By Helena Hutton
As a young operating room nurse, a mentor of mine once asked me a very simple question: why do operating room nurses wear surgical masks?
I was always quite keen to contribute, so I launched into an explanation of how these masks serve a dual purpose. First, they help protect patients and the surgical environment from contaminants carried by health care providers. Second, the masks protect health care providers from being exposed to bodily fluids or other infectious materials. I then capped off my answer with a detailed description of regulatory requirements and industry best practices.

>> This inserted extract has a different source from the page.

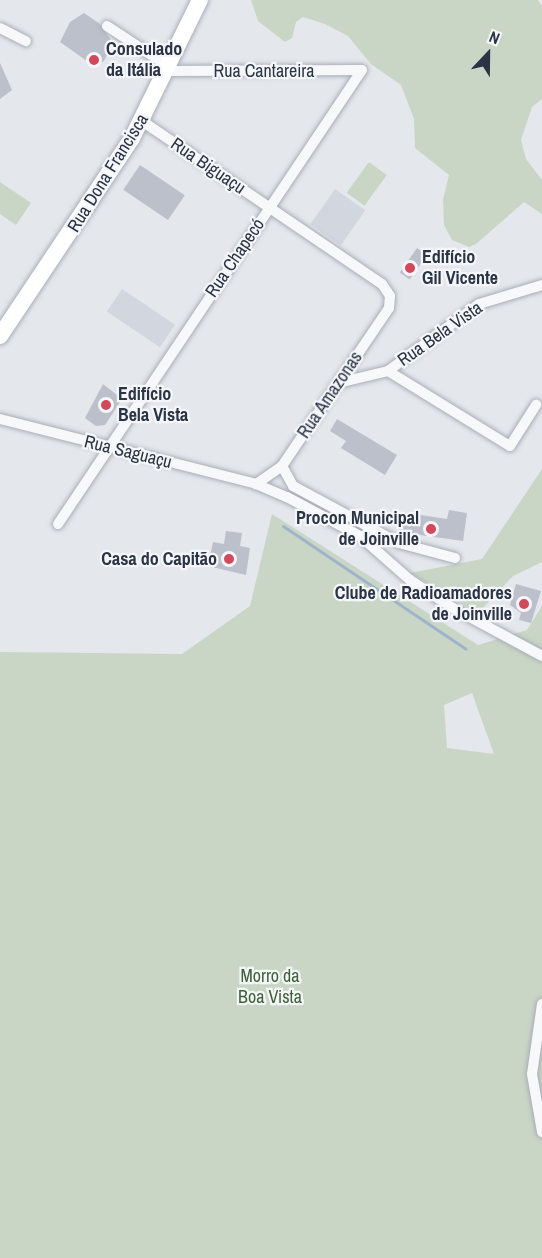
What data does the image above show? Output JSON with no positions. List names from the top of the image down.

Knowing I had nailed the answer, I waited eagerly for a nugget of praise. My mentor just smiled and I knew that although technically correct, I was about to be taught a powerful leadership lesson.
She explained that the real reason that operating room nurses, especially those in a leadership role, cover their mouths with surgical masks is to remind them to always listen first and talk later.

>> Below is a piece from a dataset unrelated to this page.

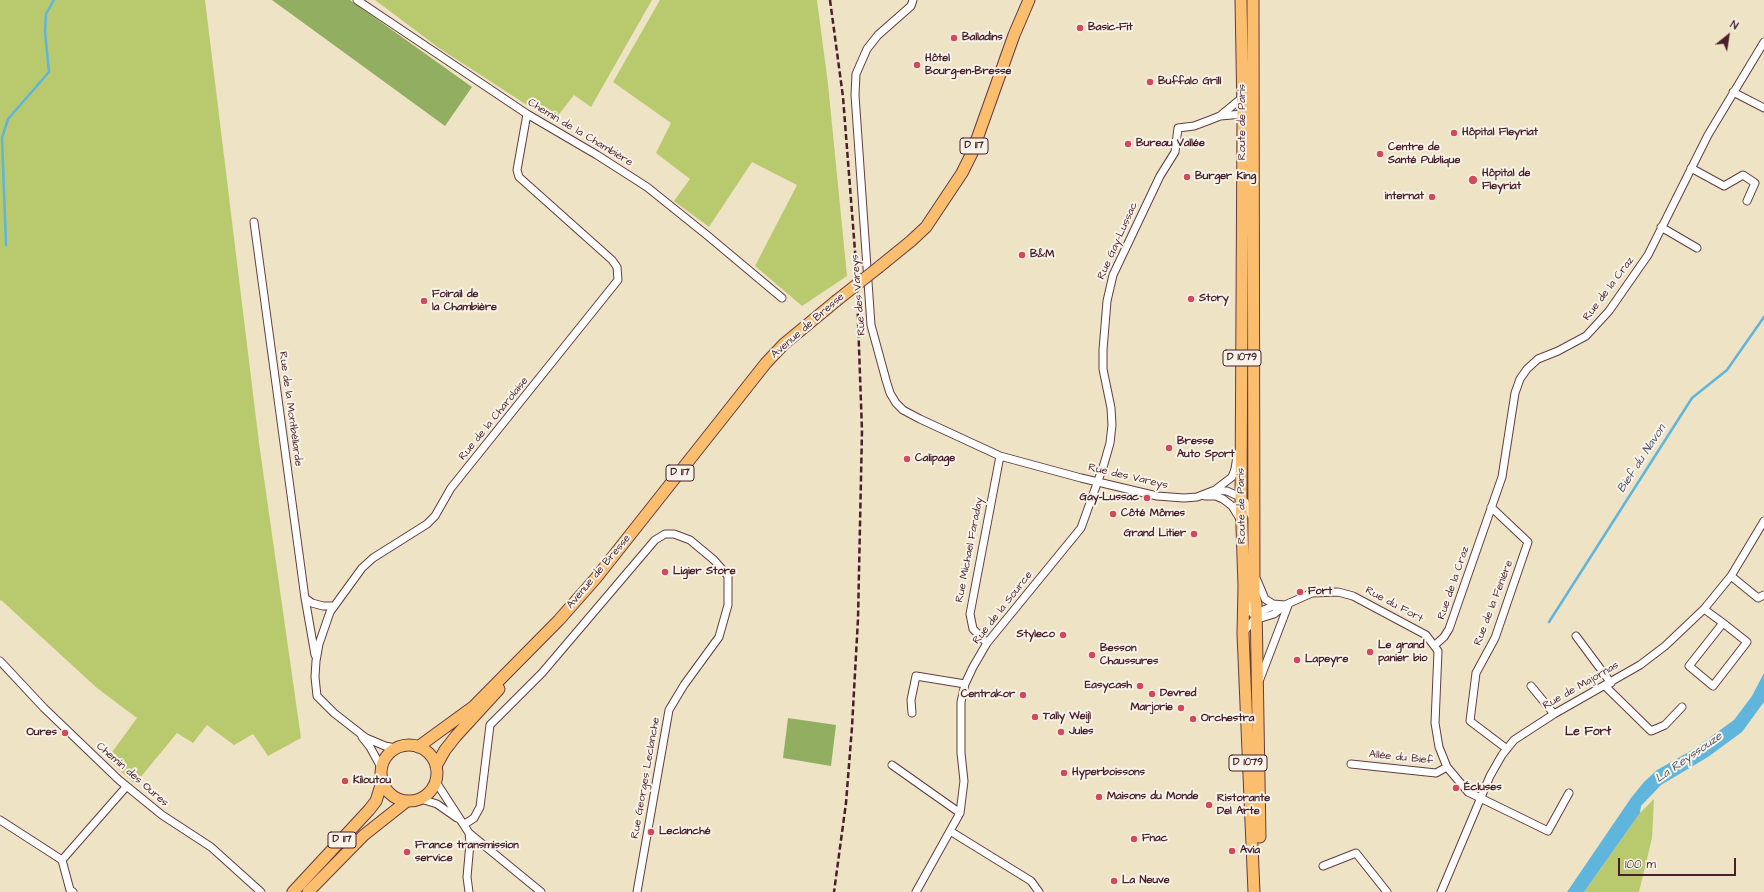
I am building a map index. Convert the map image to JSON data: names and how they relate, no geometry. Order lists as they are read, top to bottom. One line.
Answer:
{"streets":{"main road":["Route de Paris","D 117","Avenue de Bresse","D 1079"],"street":["Chemin de la Chambière","Rue Gay-Lussac","Rue de la Craz","Rue des Vareys","Rue de la Montbéliarde","Rue de la Charolaise","Rue Michael Faraday","Rue de la Fenière","Rue du Fort","Rue de la Source","Rue de Majornas","Allée du Bief","Chemin des Oures","Rue Georges Leclanche"]},"crossings":[["Route de Paris","Rue Gay-Lussac"],["Route de Paris","Rue des Vareys"],["Route de Paris","Rue du Fort"],["Chemin de la Chambière","Rue de la Charolaise"],["D 117","Avenue de Bresse"],["Rue Gay-Lussac","Rue des Vareys"],["Rue Gay-Lussac","Rue de la Source"],["Rue de la Craz","Rue de la Fenière"],["Rue de la Craz","Rue du Fort"],["Rue des Vareys","Rue Michael Faraday"],["Rue des Vareys","Rue de la Source"],["Rue de la Montbéliarde","Rue de la Charolaise"],["Rue Michael Faraday","Rue de la Source"],["Rue de la Fenière","Rue de Majornas"]],"districts":["Le Fort"],"water":["Bief du Navon","La Reyssouze"],"places":["Basic-Fit","Balladins","Hôtel Bourg-en-Bresse","Buffalo Grill","Hôpital Fleyriat","Bureau Vallée","Centre de Santé Publique","Burger King","Hôpital de Fleyriat","internat","B&M","Story","Foirail de la Chambière","Bresse Auto Sport","Calipage","Gay-Lussac","Côté Mômes","Grand Litier","Ligier Store","Fort","Styleco","Le grand panier bio","Besson Chaussures","Lapeyre","Easycash","Devred","Centrakor","Marjorie","Tally Weijl","Orchestra","Jules","Oures","Hyperboissons","Kiloutou","Écluses","Maisons du Monde","Ristorante Del Arte","Leclanché","Fnac","Avia","France transmission service","La Neuve"],"scale_bar":"100 m","north":"top right"}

This turned out to be one of the best pieces of advice I’ve ever received. Not only did it help guide my 17-year career in operating room nursing, it also helped prepare me for my senior leadership roles in health care.
Right now, I have the privilege of serving as Executive Vice-President and Chief Operating Officer of Southlake Regional Health Centre in Newmarket. As an administrator, my day-to-day responsibilities starkly contrast from my days scrubbing in as an operating room nurse. However, I am proud to say that many of the things I needed to know about leadership, I learned during my time as an operating room nurse.
So often it’s the simplest lessons that are the most poignant, like listen first. Often, formal leaders do most of the talking, advising and directing. But I’ve found that one of the most effective ways to lead is by listening. We must really listen to our patients and families, our staff and our volunteers. Only then can we truly understand their needs and concerns, and serve them best.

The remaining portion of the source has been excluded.